MTSU graduate students, faculty and staff prepare for a two-week trip to Chile for an exchange of international scientific ideas. From left are Eric Vick of Nashville; Rachel Lytle of Brentwood, Tenn.; Nicholas Chamberlain of Franklin, Tenn.; biology professor Anthony Farone; grant coordinator Karen Case; and Ashley Cole and Corbett Ouellette of Murfreesboro. The MTSU bears and pom-poms are among the gifts the group is taking for their hosts, and new friends and associates. (MTSU photo by News and Media Relations)

As an added component in the final year of the grant, the National Science Foundation provided $65,000 for MTSU to take the effort to an international level.

“Our GK-12 Fellows (grad students) will be teaching and observing science,” said Farone, who will be joined on the trip by MTSU’s Karen Case, who coordinates the grant, and Rey Mora, a health science teacher at Nashville’s Hillwood High School.

While in Chile, the group will visit three biotech companies. They’ll also go to the U.S. Embassy in Santiago, Chile’s capital city, for a panel discussion with Chilean scientists on “our project in STEM education,” Farone said.

STEM is an acronym for science, technology, engineering and mathematics.

The MTSU students spoke with enthusiasm about the trip.

“I’m excited about the trip. I’ve never been outside the country and I’ve never been to a scientific conference,” Ouellette said. “Now I get to do two things rolled up in one.

“I’m excited about the food and culture, going to the embassy and getting to know more people that will allow me to have a more global perspective.”

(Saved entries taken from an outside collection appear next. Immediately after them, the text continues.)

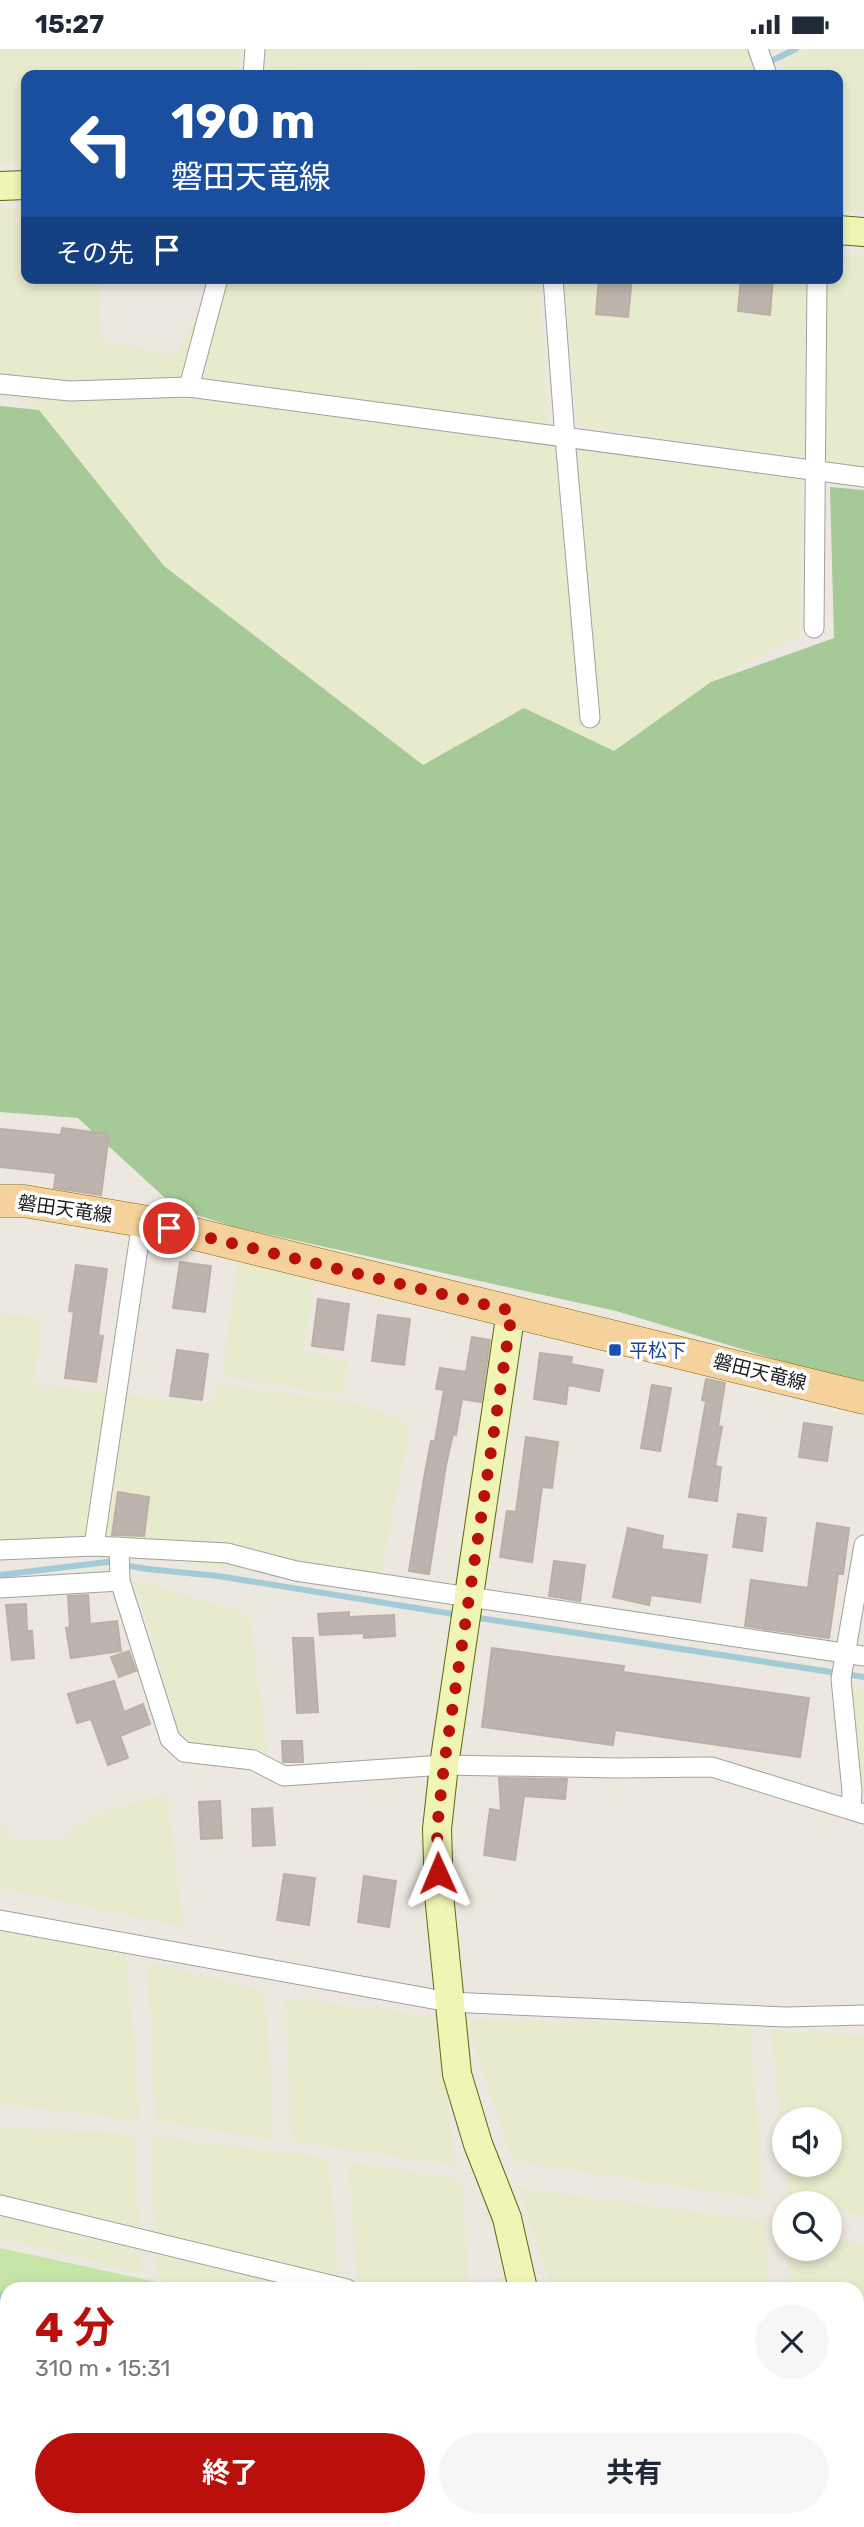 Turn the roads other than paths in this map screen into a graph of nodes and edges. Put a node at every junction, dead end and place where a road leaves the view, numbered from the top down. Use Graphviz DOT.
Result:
graph roads {
  1 [pos="254,49"];
  2 [pos="761,50"];
  3 [pos="253,70"];
  4 [pos="766,70"];
  5 [pos="21,185"];
  6 [pos="0,186"];
  7 [pos="843,230"];
  8 [pos="864,232"];
  9 [pos="216,284"];
  10 [pos="553,284"];
  11 [pos="817,284"];
  12 [pos="0,384"];
  13 [pos="190,387"];
  14 [pos="565,438"];
  15 [pos="815,471"];
  16 [pos="864,477"];
  17 [pos="814,628"];
  18 [pos="590,718"];
  19 [pos="0,1201"];
  20 [pos="142,1221"];
  21 [pos="512,1311"];
  22 [pos="864,1398"];
  23 [pos="864,1545"];
  24 [pos="94,1546"];
  25 [pos="119,1547"];
  26 [pos="0,1550"];
  27 [pos="120,1581"];
  28 [pos="0,1588"];
  29 [pos="469,1607"];
  30 [pos="849,1662"];
  31 [pos="444,1765"];
  32 [pos="858,1812"];
  33 [pos="0,1920"];
  34 [pos="449,2002"];
  35 [pos="864,2015"];
  36 [pos="0,2205"];
  37 [pos="318,2282"];
  38 [pos="521,2282"];
  1 -- 3 [label="street"];
  2 -- 4 [label="street"];
  5 -- 6 [label="street"];
  7 -- 8 [label="street"];
  9 -- 13 [label="street"];
  10 -- 14 [label="street"];
  11 -- 15 [label="street"];
  12 -- 13 [label="street"];
  13 -- 14 [label="street"];
  14 -- 15 [label="street"];
  14 -- 18 [label="street"];
  15 -- 16 [label="street"];
  15 -- 17 [label="street"];
  19 -- 20 [label="main road, 磐田天竜線"];
  20 -- 21 [label="main road, 磐田天竜線"];
  20 -- 24 [label="street"];
  21 -- 22 [label="main road, 磐田天竜線"];
  21 -- 29 [label="street"];
  23 -- 30 [label="street"];
  24 -- 25 [label="street"];
  24 -- 26 [label="street"];
  25 -- 27 [label="street"];
  25 -- 29 [label="street"];
  27 -- 28 [label="street"];
  27 -- 31 [label="street"];
  29 -- 30 [label="street"];
  29 -- 31 [label="street"];
  30 -- 32 [label="street"];
  31 -- 32 [label="street"];
  31 -- 34 [label="street"];
  33 -- 34 [label="street"];
  34 -- 35 [label="street"];
  34 -- 38 [label="street"];
  36 -- 37 [label="street"];
}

Cole said she is looking forward “to establishing an international presence” with the high school students and “wanting to help us build a relationship with the University of Santiago.”

Vick, who conducts DNA research, said he hopes to meet with his international research partner “to set up a collaboration there. With the schools, they do more advanced study. I’ll be working with seniors, but will not be doing DNA manipulation until they are equipped to handle the concept.”

All the students completed a two-week crash course in conversational Spanish through associate professor Shelley Thomas’ Center for Accelerated Language Acquisition. Lytle, who had four years of the language at Father Ryan High School in Nashville, said she will be “kind of an interpreter.”

“I’m not so good at speaking (Spanish), but I can tell you what people are saying,” she said, adding that she will be interested to compare U.S. and Chilean high school classrooms.

Carmichael said he wants to see how the University of Santiago research lab is set up and managed “compared to how we do it at MTSU.”

Farone, who served as the co-leader of the project along with his wife, Mary, an associate professor in biology, said the trip “is a big endeavor.”

“If all goes well,” Anthony Farone added, “it’s going to be a continuing project with more students. Hopefully, we’ll go back in January and continue what we’ve started.”